Pressing her lips to Luc’s forehead, Veronica notes that he feels barely warmer than he did this morning. He’s probably had a fever all along. She should have listened to her instincts when seized with the urge to keep the kids home. “I’ll make you feel all better, Duke, I promise,” she whispers, nose prickling.
“Il a à peine trente-neuf,” Maria says with deliberate slowness. Her words end in the melodic “euh” typical of a Provençal accent, making each sentence sound like a happy song. “Dans deux ou trois jours il ira mieux, c’est sûr.”
Veronica nods. Thirty-nine Celsius is about a hundred and two. He’ll probably need to stay home for the next few days. Her chest constricts. She can forget painting for the rest of the week.
Maria motions for her to follow her inside for Luc’s lunch box and binky. Her wavy, ebony hair cropped to the ears and bell-shaped denim skirt swing mirthfully as she turns, tiptoes toward the front door, and ushers Veronica in. In the foyer, she puts a finger over her lips. The lights are off, and the shutters are closed. An odor of sautéed carrots and something fruity and buttery, home-baked, fills the house. Veronica can make out the shadows of the living room to her right and the distinct shapes of three toddlers asleep on crib-sized mattresses spread out across the tiled floor. A fourth mattress, Luc’s, is empty. By the wall behind the mattresses stands an open ironing board draped with a man’s button-down shirt. On a table beside the ironing board, the hem of a flowered sundress cloaks the plate of a sewing machine. These are the tools of Maria’s second job mending and ironing strangers’ clothing—including Veronica’s and Didier’s—which she does while the children she watches are sleeping or playing at her feet. In the evenings, when Manu comes home from the convenience store he owns on the outskirts of Aix, Maria leaves for her third job running the shop until it closes at nine. And she still manages to care for her own two daughters, both under ten, to sauté carrots, have a sit-down lunch with her family every day, and bake.
Veronica shifts her weight and scans the floor. Céleste, as usual, lies supine with her arms sprawled to the sides, clutching her furry stuffed whale named Baleine in one hand. Her soft, rounded lips are parted slightly, like the almond blossoms down the street.
“Je la chercherai …” Veronica pauses, fitting together the words to explain that she’ll get Céleste at the end of the day. “A cinq heures.” She taps her watch.
“D’accord,” whispers Maria.
Céleste’s eyes pop open. “Mommy!” she exclaims, sitting right up.

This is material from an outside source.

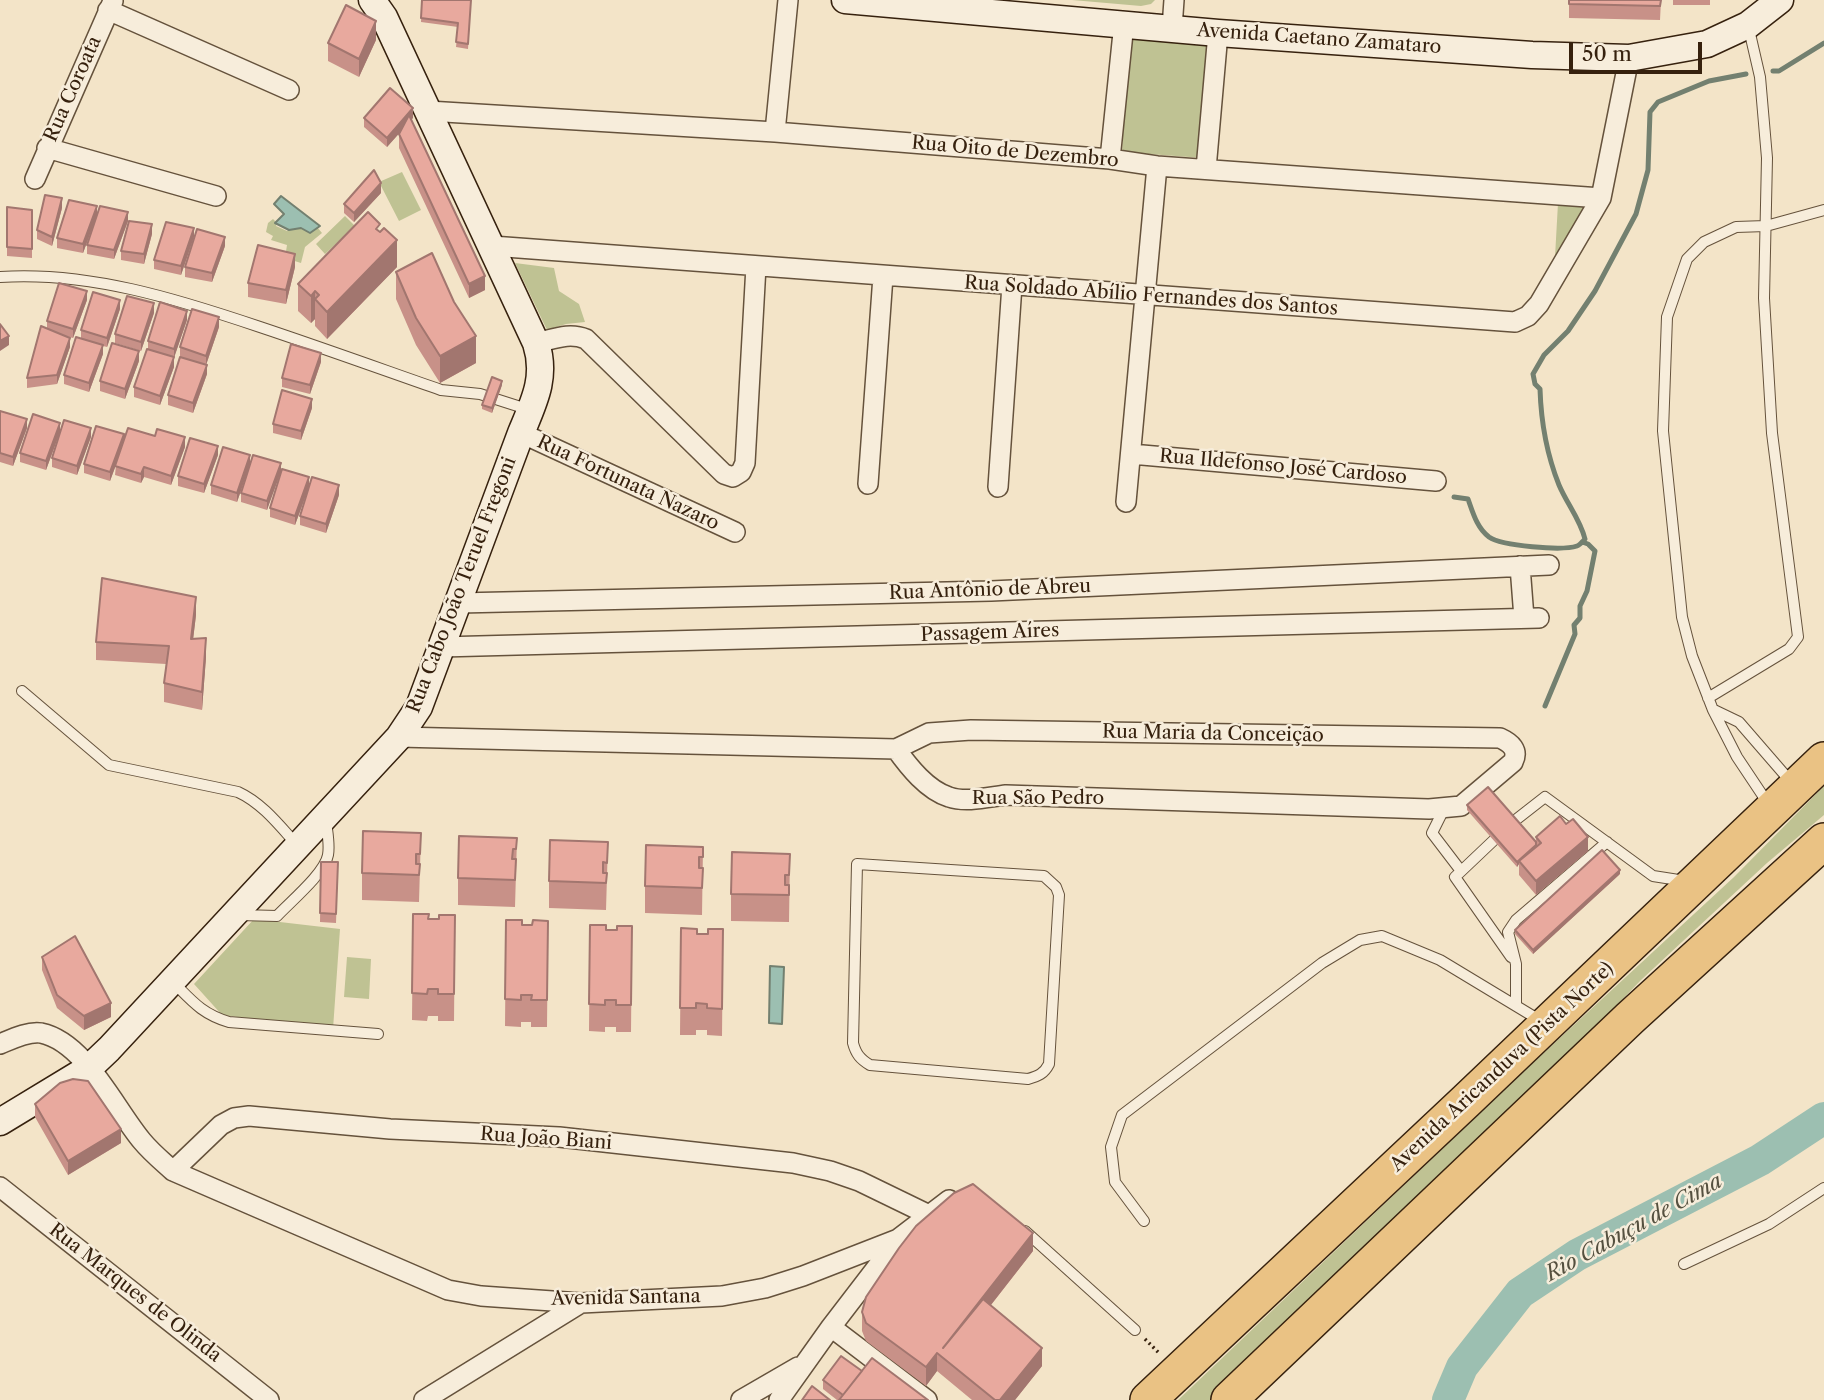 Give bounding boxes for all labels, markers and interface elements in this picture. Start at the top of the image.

“Chut,” Maria hushes, beaming at Céleste like an enamored bride. She swoops down, lifts her, and carries her out of the living room so she doesn’t wake the other children.
Veronica sighs. Yet another example of why deadlines just don’t work. Home alone with Luc, she might have had a chance to sketch for a couple of minutes if he fell asleep. Or she could have relaxed in the yard, harnessing her wherewithal to try again another day. Now she may as well take Céleste home, too. She’ll spend much of the afternoon rocking Luc in her arms while dutifully trailing her daughter as she toddles through the house asking questions and opening drawers.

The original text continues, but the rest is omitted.